Varnish is a transparent, hard, protective finish or film primarily used in wood finishing but also for other materials. Varnish is traditionally a combination of a drying oil, a resin, and a thinner or solvent. Varnish finishes are usually glossy but may be designed to produce satin or semi-gloss sheens by the addition of "flatting" agents. Varnish has little or no colour, is transparent, and has no added pigment, as opposed to paints or wood stains, which contain pigment and generally range from opaque to translucent. Varnishes are also applied over wood stains as a final step to achieve a film for gloss and protection.


Veneer

A veneer refers to thin slices of wood, usually thinner than 3 millimetres. Veneer layers are usually glued and pressed onto core panels of different materials (such as wood, particle board or medium density fibreboard) to produce flat panels such as doors, tops and side panels for cabinets, parquet floors and parts of furniture. They are also used in marquetry. Plywood is made up of a number of layers of veneer, each layer glued with its grain at right angles to adjacent layers for strength. Veneer beading is a thin layer of decorative edging that can be placed around objects like jewellery boxes. Veneers are obtained either by "peeling" the trunk of a tree or by slicing large rectangular blocks of wood known as flitches. The appearance of the grain and figure in wood comes from slicing through the growth rings of a tree and depends upon the angle at which the wood is sliced. Many craftsmen cut their own veneers in their workshops.

New Age Veneer is a brand of man made veneer comprising of reconstituted wood fibre. New Age are high quality, unique and modern veneers.


Walnut

Walnut is grown throughout eastern USA with the primary growth area in the central states. Walnut is one of the few American species which is planted as well as naturally regenerating.

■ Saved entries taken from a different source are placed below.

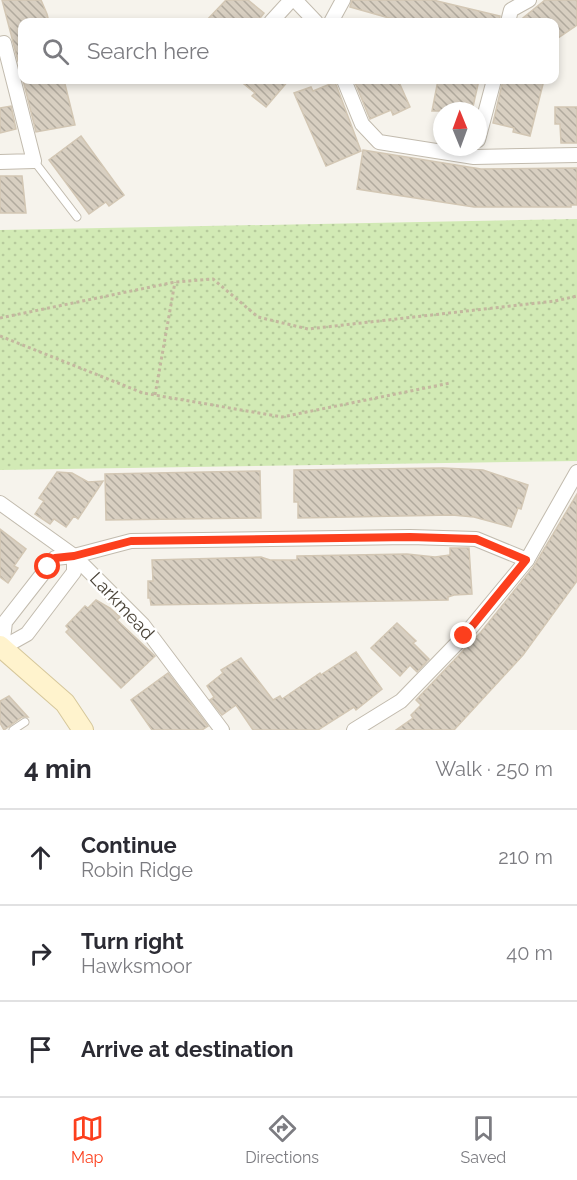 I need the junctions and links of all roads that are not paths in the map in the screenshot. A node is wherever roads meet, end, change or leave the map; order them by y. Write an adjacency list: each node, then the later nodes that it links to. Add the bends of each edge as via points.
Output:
1 (291, 0): 5 (street)
2 (295, 0): 6 (street)
3 (343, 0): 7 (street)
4 (529, 0): 8 (street, via 511,10)
5 (275, 18)
6 (312, 18)
7 (333, 18)
8 (509, 18)
9 (2, 43): 16 (street)
10 (346, 84): 13 (street, via 362,124 379,142)
11 (493, 84): 12 (street)
12 (487, 106)
13 (433, 148)
14 (487, 152): 15 (street)
15 (577, 155)
16 (34, 161): 17 (street); 18 (lane)
17 (0, 162)
18 (77, 217)
19 (577, 472): 22 (street)
20 (0, 503): 21 (street, Larkmead)
21 (74, 556): 22 (street, via 131,541 410,537 476,539); 23 (street, via 55,558); 24 (street, via 74,572); 29 (street, Larkmead, via 144,625)
22 (526, 560): 30 (street, via 464,636 401,701)
23 (41, 576): 24 (street); 25 (street, via 5,622)
24 (60, 590): 25 (street, via 27,634)
25 (1, 647): 28 (street, via 65,703)
26 (25, 722): 27 (lane)
27 (13, 730)
28 (83, 730)
29 (222, 730)
30 (354, 730)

The sapwood of walnut is creamy white, while the heartwood is light brown to dark chocolate brown, and can feature a purplish cast and darker streaks. The wood is generally straight grained, but sometimes with wavy or curly grain that produces an attractive and decorative figure.


Writing Tables

A writing desk is any flat top desk or any table type of proper size for writing. Writing tables are usually fitted with drawers or desk compartments. The original desks or "bureaus" was merely tables with cloths called bure.


X Frame Chair

The X Frame chair is an ancient type of chair based on the folding chair. It was known in Egypt and Rome, and appears in the Middle Ages.